We were tasked with improving the metric provided to identify the defensive players who were closest to the player of interest/ had the shortest distance from them . We then were tasked with comparing this data and visualizing the results
To modify the metric used to calculate distance from the player, we used the arrange function to sort the players from greatest to least distance from the player of interest. We then isolated the last three players from these results, the players with the shortest distance to the player per frame. To analyze this metric and the metric provided to us, we used a t test to compare.
To visualize the comparison/ analysis done with the t test, we created a density plot to model the difference between the given and developed results
setwd("C:/Users/genny/OneDrive/Documents/IS470 Sports Analysis")
library(ggplot2)
library(data.table)
library(dplyr)
library(scales)
library(tidytext)
library(RColorBrewer)
library(kableExtra)
library(scales)
library(patchwork)
library(reshape2)
df_tracking <- fread("Data/NFLBDB2022/tracking2020.csv")

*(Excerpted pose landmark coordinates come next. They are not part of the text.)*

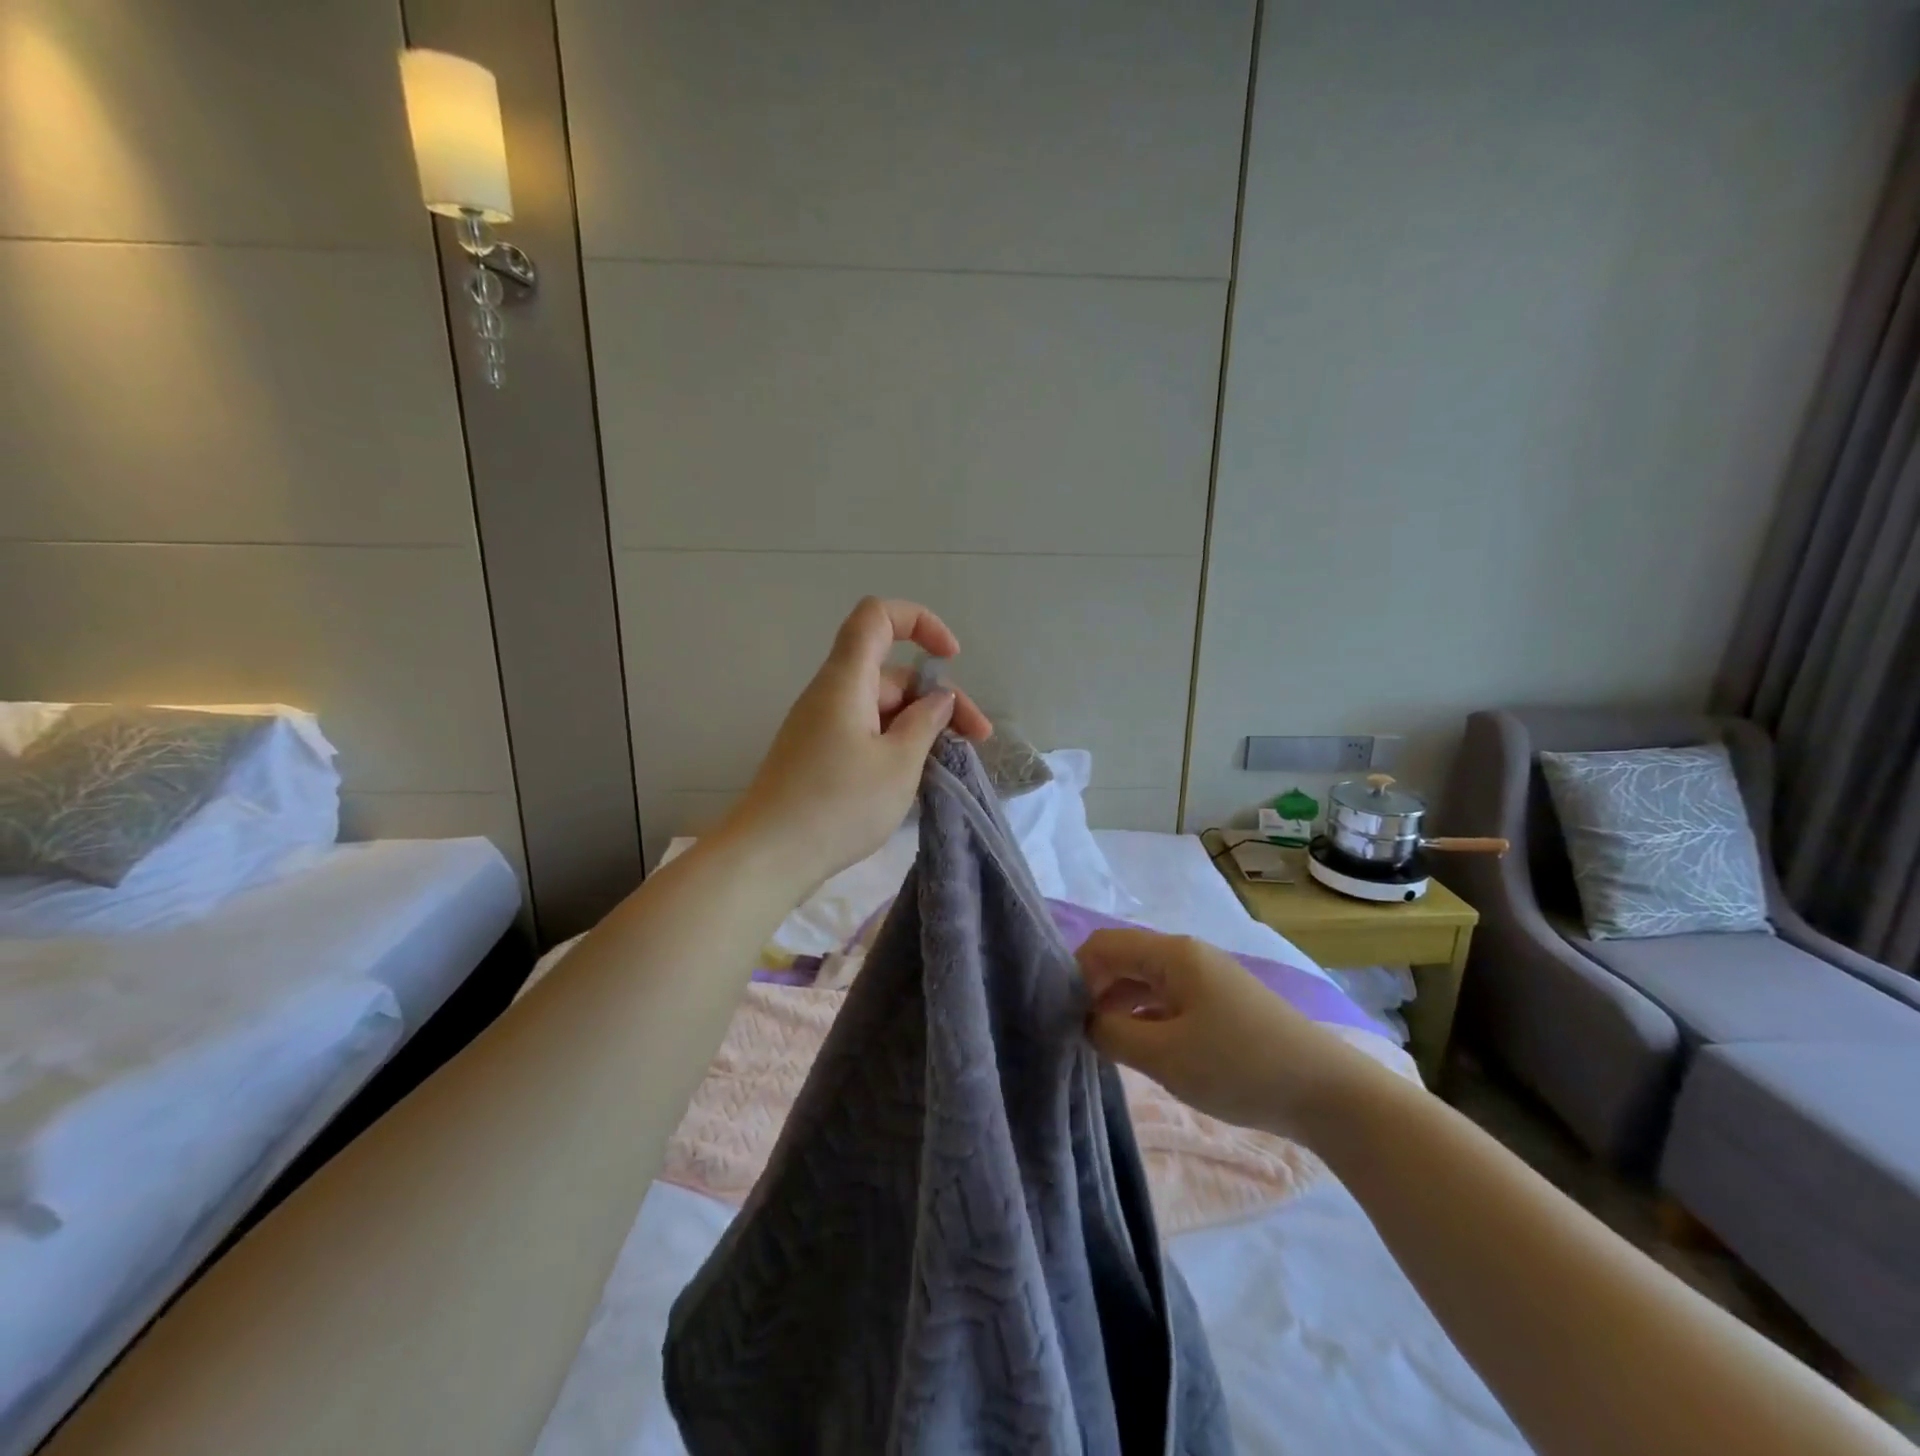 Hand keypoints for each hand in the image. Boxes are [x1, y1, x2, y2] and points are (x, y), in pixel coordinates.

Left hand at [716, 597, 991, 894]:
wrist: (769, 856)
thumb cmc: (839, 804)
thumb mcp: (898, 763)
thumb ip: (925, 723)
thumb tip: (939, 698)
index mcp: (847, 680)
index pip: (878, 616)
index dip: (920, 622)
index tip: (951, 658)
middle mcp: (831, 694)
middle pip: (891, 672)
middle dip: (939, 697)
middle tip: (977, 739)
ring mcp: (822, 726)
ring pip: (882, 708)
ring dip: (921, 726)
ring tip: (954, 762)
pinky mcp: (819, 756)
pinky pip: (866, 732)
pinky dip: (897, 744)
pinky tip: (919, 776)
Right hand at [1077, 928, 1376, 1139]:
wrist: (1326, 1092)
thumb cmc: (1239, 1066)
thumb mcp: (1165, 1056)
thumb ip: (1112, 1034)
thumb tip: (1086, 1021)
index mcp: (1171, 954)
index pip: (1104, 945)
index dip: (1075, 974)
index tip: (1060, 1014)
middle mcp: (1186, 955)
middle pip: (1124, 959)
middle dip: (1095, 990)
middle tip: (1076, 1033)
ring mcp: (1206, 978)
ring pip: (1145, 981)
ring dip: (1119, 1006)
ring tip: (1101, 1044)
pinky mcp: (1220, 1003)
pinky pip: (1167, 998)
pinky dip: (1145, 1016)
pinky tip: (1138, 1046)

df_plays <- fread("Data/NFLBDB2022/plays.csv")
df_games <- fread("Data/NFLBDB2022/games.csv")
# you are creating a metric for a player in a play (playId) in a game (gameId)
my_gameId <- 2021010300
my_playId <- 1586
my_playerNumber <- 19
df <- df_tracking %>%
filter(gameId == my_gameId & playId == my_playId ) %>%
left_join(df_plays, by = c("playId" = "playId", "gameId" = "gameId")) %>%
select(x, y, displayName, jerseyNumber, team, gameId, playId, frameId, time,
nflId, dis, playDescription, s) %>%
data.frame()
df_player1 <- df %>%
filter(jerseyNumber == my_playerNumber) %>%
select(gameId, playId, frameId, x, y, dis, team) %>%
data.frame()
results <- df %>%
left_join(df_player1, by = c( "playId" = "playId", "gameId" = "gameId", "frameId" = "frameId")) %>%
# ----------------------------- here is the code that I created in class -----------------------------
# compute the distance to each player on the opposing team (not to your teammates and not to the ball)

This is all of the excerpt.